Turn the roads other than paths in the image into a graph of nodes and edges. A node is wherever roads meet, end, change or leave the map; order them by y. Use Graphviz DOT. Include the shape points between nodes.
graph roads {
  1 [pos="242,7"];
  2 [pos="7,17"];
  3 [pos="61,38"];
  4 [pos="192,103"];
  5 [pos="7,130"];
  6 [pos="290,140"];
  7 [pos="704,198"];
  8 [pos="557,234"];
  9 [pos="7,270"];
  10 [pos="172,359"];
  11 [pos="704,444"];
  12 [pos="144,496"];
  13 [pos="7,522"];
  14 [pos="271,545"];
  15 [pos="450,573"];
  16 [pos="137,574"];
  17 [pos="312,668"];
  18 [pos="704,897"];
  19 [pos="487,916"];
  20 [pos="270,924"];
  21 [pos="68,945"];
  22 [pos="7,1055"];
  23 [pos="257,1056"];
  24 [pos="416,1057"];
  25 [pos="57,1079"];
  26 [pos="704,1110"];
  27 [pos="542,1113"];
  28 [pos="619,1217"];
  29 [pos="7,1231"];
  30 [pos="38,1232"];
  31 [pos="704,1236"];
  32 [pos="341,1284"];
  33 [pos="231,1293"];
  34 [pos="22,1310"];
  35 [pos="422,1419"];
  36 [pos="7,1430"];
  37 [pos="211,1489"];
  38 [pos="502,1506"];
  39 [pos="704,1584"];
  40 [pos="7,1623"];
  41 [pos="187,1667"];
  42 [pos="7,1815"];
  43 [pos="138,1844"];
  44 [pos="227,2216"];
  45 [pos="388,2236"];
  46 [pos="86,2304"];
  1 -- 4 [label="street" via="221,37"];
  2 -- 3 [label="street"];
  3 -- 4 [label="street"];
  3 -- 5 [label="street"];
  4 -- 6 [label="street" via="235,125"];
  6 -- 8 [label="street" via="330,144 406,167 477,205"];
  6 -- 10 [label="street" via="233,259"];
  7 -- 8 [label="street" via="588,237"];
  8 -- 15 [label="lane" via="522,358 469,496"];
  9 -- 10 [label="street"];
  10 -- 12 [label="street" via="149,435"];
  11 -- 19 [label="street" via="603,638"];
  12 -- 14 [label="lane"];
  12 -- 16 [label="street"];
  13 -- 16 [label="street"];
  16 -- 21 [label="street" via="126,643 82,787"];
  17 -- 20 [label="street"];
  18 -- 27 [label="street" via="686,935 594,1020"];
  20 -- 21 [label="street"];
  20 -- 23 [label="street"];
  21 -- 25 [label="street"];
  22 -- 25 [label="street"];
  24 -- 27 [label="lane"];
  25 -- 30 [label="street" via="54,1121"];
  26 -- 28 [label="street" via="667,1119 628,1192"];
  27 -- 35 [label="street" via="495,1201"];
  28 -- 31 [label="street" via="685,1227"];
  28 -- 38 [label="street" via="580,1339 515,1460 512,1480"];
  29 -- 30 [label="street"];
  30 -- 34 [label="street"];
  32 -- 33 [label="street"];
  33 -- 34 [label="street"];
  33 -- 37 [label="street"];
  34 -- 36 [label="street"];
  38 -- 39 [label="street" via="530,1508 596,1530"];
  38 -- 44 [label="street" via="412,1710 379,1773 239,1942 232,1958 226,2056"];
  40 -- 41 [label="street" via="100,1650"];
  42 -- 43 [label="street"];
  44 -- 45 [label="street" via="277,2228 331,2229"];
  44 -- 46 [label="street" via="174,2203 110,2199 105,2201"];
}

┄┄┄┄┄┄┄┄┄┄┄┄┄┄┄┄┄┄┄┄

→ TASK PROMPT
Transcribe every record above so that nothing differs from the original.

→ EXPECTED ANSWER
Turn the roads other than paths in the image into a graph of nodes and edges. A node is wherever roads meet, end, change or leave the map; order them by y. Use Graphviz DOT. Include the shape points between nodes.
graph roads {
  1 [pos="242,7"];
  2 [pos="7,17"];
  3 [pos="61,38"];
  4 [pos="192,103"];
  5 [pos="7,130"];
  6 [pos="290,140"];
  7 [pos="704,198"];
  8 [pos="557,234"];
  9 [pos="7,270"];
  10 [pos="172,359"];
  11 [pos="704,444"];
  12 [pos="144,496"];
  13 [pos="7,522"];
  14 [pos="271,545"];
  15 [pos="450,573"];
  16 [pos="137,574"];
  17 [pos="312,668"];
  18 [pos="704,897"];
  19 [pos="487,916"];
  20 [pos="270,924"];
  21 [pos="68,945"];
  22 [pos="7,1055"];
  23 [pos="257,1056"];
  24 [pos="416,1057"];
  25 [pos="57,1079"];
  26 [pos="704,1110"];
  27 [pos="542,1113"];
  28 [pos="619,1217"];
  29 [pos="7,1231"];
  30 [pos="38,1232"];
  31 [pos="704,1236"];
  32 [pos="341,1284"];
  33 [pos="231,1293"];
  34 [pos="22,1310"];
  35 [pos="422,1419"];
  36 [pos="7,1430"];
  37 [pos="211,1489"];
  38 [pos="502,1506"];
  39 [pos="704,1584"];
  40 [pos="7,1623"];
  41 [pos="187,1667"];
  42 [pos="7,1815"];
  43 [pos="138,1844"];
  44 [pos="227,2216"];
  45 [pos="388,2236"];
  46 [pos="86,2304"];
  1 -- 4 [label="street" via="221,37"];
  2 -- 3 [label="street"];
  3 -- 4 [label="street"];
  3 -- 5 [label="street"];
  4 -- 6 [label="street" via="235,125"];
  6 -- 8 [label="street" via="330,144 406,167 477,205"];
  6 -- 10 [label="street" via="233,259"];
  7 -- 8 [label="street" via="588,237"];
  8 -- 15 [label="lane" via="522,358 469,496"];
  9 -- 10 [label="street"];
  10 -- 12 [label="street" via="149,435"];
  11 -- 19 [label="street" via="603,638"];
  12 -- 14 [label="lane"];
  12 -- 16 [label="street"];
  13 -- 16 [label="street"];
  16 -- 21 [label="street" via="126,643 82,787"];
  17 -- 20 [label="street"];
  18 -- 27 [label="street" via="686,935 594,1020"];
  20 -- 21 [label="street"];
  20 -- 23 [label="street"];
  21 -- 25 [label="street"];
  22 -- 25 [label="street"];
  24 -- 27 [label="lane"];
  25 -- 30 [label="street" via="54,1121"];
  26 -- 28 [label="street" via="667,1119 628,1192"];
  27 -- 35 [label="street" via="495,1201"];
  28 -- 31 [label="street" via="685,1227"];
  28 -- 38 [label="street" via="580,1339 515,1460 512,1480"];
  29 -- 30 [label="street"];
  30 -- 34 [label="street"];
  32 -- 33 [label="street"];
  33 -- 34 [label="street"];
  33 -- 37 [label="street"];
  34 -- 36 [label="street"];
  38 -- 39 [label="street" via="530,1508 596,1530"];
  38 -- 44 [label="street" via="412,1710 379,1773 239,1942 232,1958 226,2056"];
  40 -- 41 [label="street" via="100,1650"];
  42 -- 43 [label="street"];
  44 -- 45 [label="street" via="277,2228 331,2229"];
  44 -- 46 [label="street" via="174,2203 110,2199 105,2201"];
}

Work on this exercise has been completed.